# [Data]

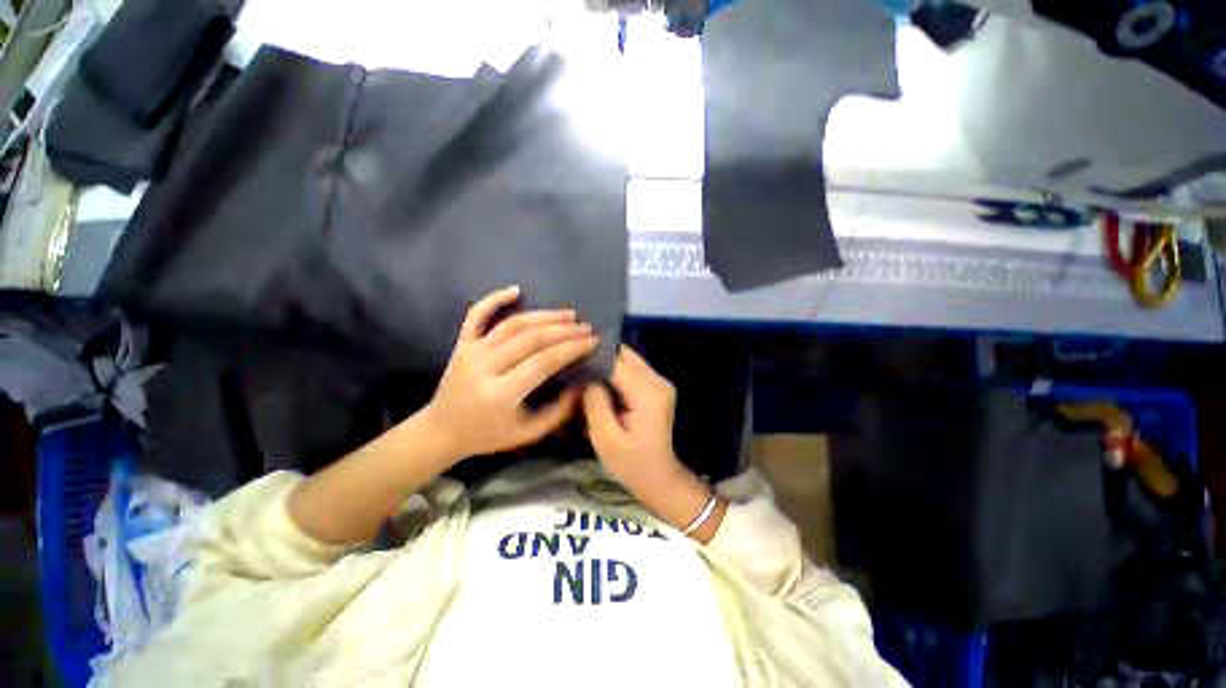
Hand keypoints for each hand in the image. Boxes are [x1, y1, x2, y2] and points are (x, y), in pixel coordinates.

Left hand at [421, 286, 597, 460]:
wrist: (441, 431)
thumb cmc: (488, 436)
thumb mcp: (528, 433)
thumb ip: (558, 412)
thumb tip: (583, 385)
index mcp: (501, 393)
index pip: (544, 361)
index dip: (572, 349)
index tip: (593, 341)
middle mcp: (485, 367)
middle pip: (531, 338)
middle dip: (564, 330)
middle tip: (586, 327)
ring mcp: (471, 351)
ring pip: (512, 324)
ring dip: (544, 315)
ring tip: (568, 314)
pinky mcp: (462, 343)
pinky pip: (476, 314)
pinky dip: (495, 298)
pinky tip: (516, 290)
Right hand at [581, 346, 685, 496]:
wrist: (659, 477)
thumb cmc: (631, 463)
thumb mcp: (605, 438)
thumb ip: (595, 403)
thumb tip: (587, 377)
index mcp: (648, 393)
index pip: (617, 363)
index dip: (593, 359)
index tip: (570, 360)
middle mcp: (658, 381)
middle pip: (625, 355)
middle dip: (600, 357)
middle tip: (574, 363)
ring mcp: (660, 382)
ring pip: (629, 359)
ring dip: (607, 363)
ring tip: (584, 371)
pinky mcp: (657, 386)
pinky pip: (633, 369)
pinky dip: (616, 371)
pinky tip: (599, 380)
...
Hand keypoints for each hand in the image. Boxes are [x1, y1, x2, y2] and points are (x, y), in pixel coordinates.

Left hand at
==
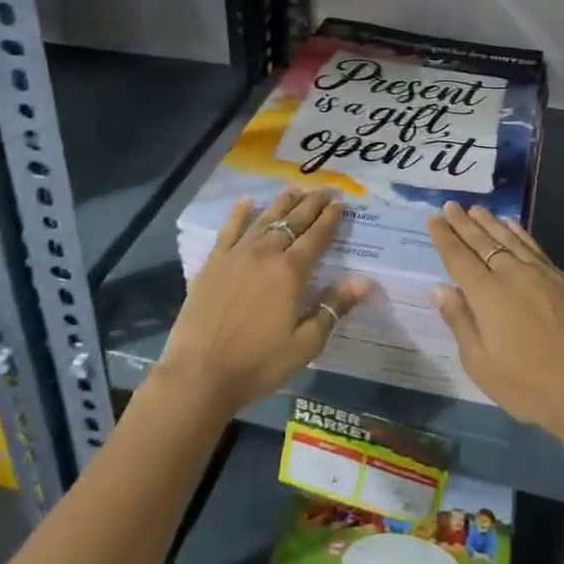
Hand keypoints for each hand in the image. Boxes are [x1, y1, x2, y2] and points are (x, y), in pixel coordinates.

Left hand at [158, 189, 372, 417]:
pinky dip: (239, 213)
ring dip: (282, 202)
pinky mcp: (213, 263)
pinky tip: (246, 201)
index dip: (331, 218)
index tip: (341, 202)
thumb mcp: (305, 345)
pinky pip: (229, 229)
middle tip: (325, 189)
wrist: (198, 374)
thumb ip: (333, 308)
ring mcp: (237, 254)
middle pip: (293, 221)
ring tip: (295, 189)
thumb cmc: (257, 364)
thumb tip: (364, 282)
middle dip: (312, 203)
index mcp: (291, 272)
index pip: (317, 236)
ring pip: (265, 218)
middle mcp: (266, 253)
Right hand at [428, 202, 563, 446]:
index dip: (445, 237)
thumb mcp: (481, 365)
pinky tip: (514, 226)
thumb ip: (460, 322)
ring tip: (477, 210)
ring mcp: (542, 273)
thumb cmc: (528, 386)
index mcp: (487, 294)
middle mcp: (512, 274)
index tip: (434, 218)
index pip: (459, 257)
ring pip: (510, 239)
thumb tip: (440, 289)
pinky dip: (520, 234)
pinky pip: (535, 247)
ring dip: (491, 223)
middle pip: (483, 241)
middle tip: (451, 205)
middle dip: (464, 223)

# [Exercise aim]
Above this task is a listing. Restate, word for word and with nothing added, the lines from the one with "thumb mcp: (305, 345)" through the one with "middle dip: (464, 223)".

# [Solution for this exercise]
thumb mcp: (305, 345)
pinky pip: (229, 229)
middle tip: (325, 189)
wrist: (198, 374)
thumb ip: (333, 308)
ring mcp: (237, 254)
middle pip: (293, 221)
ring tip: (295, 189)
thumb cmc: (257, 364)
thumb tip: (364, 282)
middle dip: (312, 203)
index mcp: (291, 272)
index pip: (317, 236)
ring pip: (265, 218)
middle mcp: (266, 253)
Right hand at [428, 202, 563, 446]:
index dip: (445, 237)
thumb mcp: (481, 365)
pinky tip: (514, 226)
thumb ip: (460, 322)
ring tip: (477, 210)
ring mcp: (542, 273)
thumb cmc: (528, 386)
index mcp: (487, 294)
middle mcp: (512, 274)
index tip: (434, 218)
index pip: (459, 257)
ring pip: (510, 239)
thumb tip: (440, 289)
pinky dip: (520, 234)
pinky pip: (535, 247)
ring dip: (491, 223)
middle pip: (483, 241)
middle tip: (451, 205)
middle dip: (464, 223)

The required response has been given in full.